Start of DATA EXTRACT

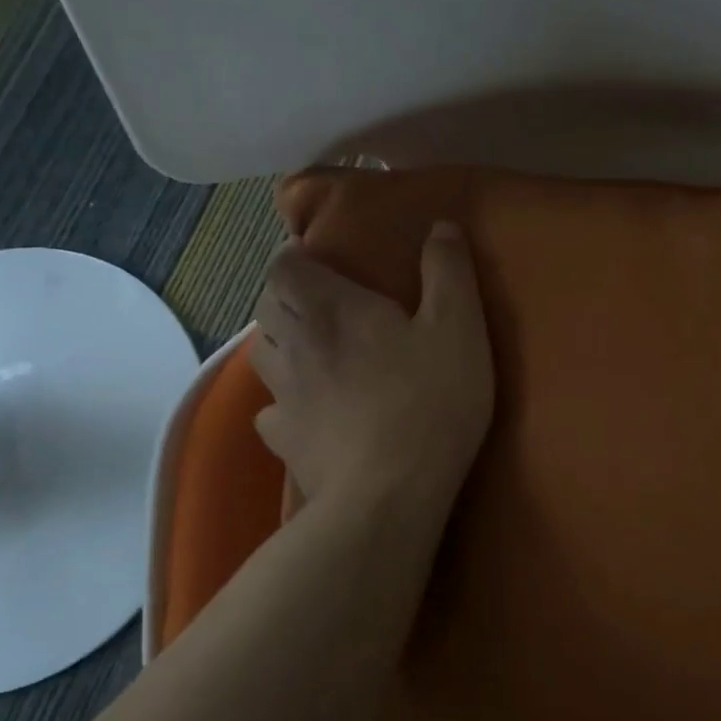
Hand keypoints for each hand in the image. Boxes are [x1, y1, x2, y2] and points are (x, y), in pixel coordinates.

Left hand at [250, 222, 493, 511]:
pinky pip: (271, 410)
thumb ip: (448, 271)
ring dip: (282, 341)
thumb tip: (441, 226)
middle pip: (267, 304)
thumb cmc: (429, 400)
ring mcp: (283, 396)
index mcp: (331, 308)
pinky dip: (284, 401)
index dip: (295, 255)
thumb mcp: (458, 326)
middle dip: (288, 294)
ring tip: (314, 349)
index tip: (320, 259)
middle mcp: (294, 343)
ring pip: (262, 353)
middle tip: (325, 301)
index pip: (284, 264)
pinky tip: (309, 409)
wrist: (389, 494)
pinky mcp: (285, 441)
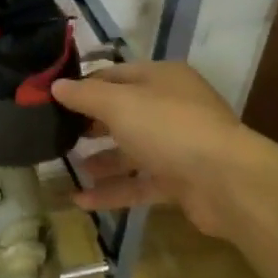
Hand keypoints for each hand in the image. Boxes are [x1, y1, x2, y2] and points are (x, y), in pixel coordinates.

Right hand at [52, 62, 257, 238]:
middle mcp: (172, 108)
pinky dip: (112, 191)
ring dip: (101, 161)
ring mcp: (178, 146)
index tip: (52, 100)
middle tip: (58, 135)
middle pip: (124, 113)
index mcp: (162, 78)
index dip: (84, 86)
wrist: (226, 181)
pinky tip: (80, 201)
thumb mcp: (119, 104)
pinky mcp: (180, 182)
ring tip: (69, 168)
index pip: (115, 75)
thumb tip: (56, 85)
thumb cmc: (168, 128)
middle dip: (91, 125)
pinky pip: (139, 184)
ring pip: (131, 151)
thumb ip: (85, 95)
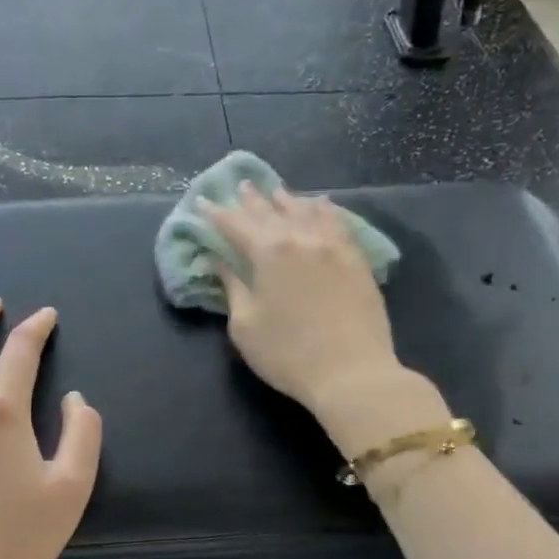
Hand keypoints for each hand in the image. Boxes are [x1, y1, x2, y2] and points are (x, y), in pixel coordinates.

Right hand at [204, 182, 404, 415]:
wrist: (352, 373)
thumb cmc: (287, 354)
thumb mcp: (245, 326)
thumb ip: (232, 288)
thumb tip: (219, 262)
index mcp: (269, 252)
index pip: (236, 224)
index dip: (216, 213)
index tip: (202, 202)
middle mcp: (301, 238)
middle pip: (271, 211)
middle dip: (252, 200)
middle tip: (240, 186)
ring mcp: (333, 245)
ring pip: (306, 211)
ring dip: (287, 200)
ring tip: (276, 191)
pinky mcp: (356, 259)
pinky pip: (337, 222)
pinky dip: (322, 210)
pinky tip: (319, 205)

End of DATA EXTRACT

**TASK TO COMPLETE**
From the records above, print exactly the lines that run from the line with "thumb mcp: (119, 104)" to the line with "thumb ip: (85, 95)", inclusive.

**TASK OUTPUT**
thumb mcp: (119, 104)
pinky mcp: (180, 182)
ring tip: (69, 168)
index pip: (115, 75)
thumb tip: (56, 85)
thumb cmc: (168, 128)
middle dip: (91, 125)
pinky pip: (139, 184)
ring pip: (131, 151)
thumb ip: (85, 95)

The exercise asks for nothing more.